RECORDS FOR THIS EXERCISE -
◆ ◆ ◆ ◆ ◆

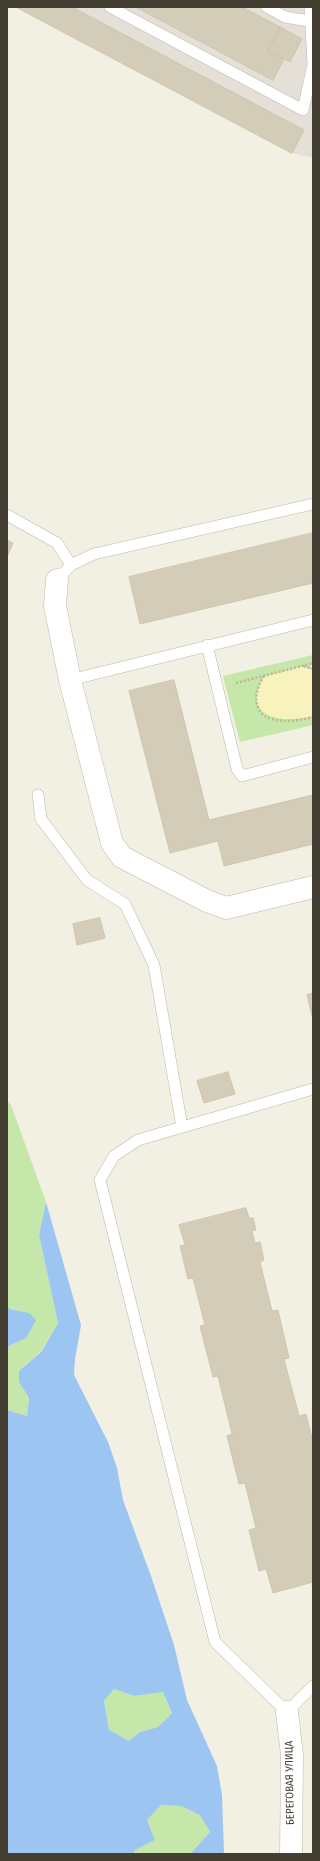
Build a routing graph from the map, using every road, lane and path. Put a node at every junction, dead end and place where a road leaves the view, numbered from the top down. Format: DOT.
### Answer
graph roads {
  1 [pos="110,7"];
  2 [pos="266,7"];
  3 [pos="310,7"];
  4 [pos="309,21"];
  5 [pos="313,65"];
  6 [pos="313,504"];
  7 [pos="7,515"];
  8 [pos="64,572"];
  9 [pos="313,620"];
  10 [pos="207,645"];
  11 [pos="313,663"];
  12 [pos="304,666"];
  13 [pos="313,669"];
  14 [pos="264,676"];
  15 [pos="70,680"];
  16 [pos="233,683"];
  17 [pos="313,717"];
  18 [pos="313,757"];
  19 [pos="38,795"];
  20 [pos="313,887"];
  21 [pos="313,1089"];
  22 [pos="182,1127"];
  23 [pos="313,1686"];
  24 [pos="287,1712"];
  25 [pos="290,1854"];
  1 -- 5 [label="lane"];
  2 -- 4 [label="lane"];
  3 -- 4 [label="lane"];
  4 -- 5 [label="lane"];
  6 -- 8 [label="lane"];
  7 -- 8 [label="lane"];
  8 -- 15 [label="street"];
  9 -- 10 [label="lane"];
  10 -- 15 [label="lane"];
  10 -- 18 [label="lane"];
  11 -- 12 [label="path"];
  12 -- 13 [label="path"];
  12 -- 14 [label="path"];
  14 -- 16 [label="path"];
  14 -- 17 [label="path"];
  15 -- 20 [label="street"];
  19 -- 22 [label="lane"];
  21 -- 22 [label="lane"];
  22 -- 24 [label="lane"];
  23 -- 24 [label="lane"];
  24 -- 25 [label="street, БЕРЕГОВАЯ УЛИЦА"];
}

◆ ◆ ◆ ◆ ◆

WORK REQUIRED -
Omit the pictures and output all of the other material exactly.

REPLY TO THE TASK -
Build a routing graph from the map, using every road, lane and path. Put a node at every junction, dead end and place where a road leaves the view, numbered from the top down. Format: DOT.
### Answer
graph roads {
  1 [pos="110,7"];
  2 [pos="266,7"];
  3 [pos="310,7"];
  4 [pos="309,21"];
  5 [pos="313,65"];
  6 [pos="313,504"];
  7 [pos="7,515"];
  8 [pos="64,572"];
  9 [pos="313,620"];
  10 [pos="207,645"];
  11 [pos="313,663"];
  12 [pos="304,666"];
  13 [pos="313,669"];
  14 [pos="264,676"];
  15 [pos="70,680"];
  16 [pos="233,683"];
  17 [pos="313,717"];
  18 [pos="313,757"];
  19 [pos="38,795"];
  20 [pos="313,887"];
  21 [pos="313,1089"];
  22 [pos="182,1127"];
  23 [pos="313,1686"];
  24 [pos="287,1712"];
  25 [pos="290,1854"];
  1 -- 5 [label="lane"];
  2 -- 4 [label="lane"];
  3 -- 4 [label="lane"];
  4 -- 5 [label="lane"];
  6 -- 8 [label="lane"];
  7 -- 8 [label="lane"];
  8 -- 15 [label="street"];
  9 -- 10 [label="lane"];
  10 -- 15 [label="lane"];
  10 -- 18 [label="lane"];
  11 -- 12 [label="path"];
  12 -- 13 [label="path"];
  12 -- 14 [label="path"];
  14 -- 16 [label="path"];
  14 -- 17 [label="path"];
  15 -- 20 [label="street"];
  19 -- 22 [label="lane"];
  21 -- 22 [label="lane"];
  22 -- 24 [label="lane"];
  23 -- 24 [label="lane"];
  24 -- 25 [label="street, БЕРЕГОВАЯ УЛИЦА"];
}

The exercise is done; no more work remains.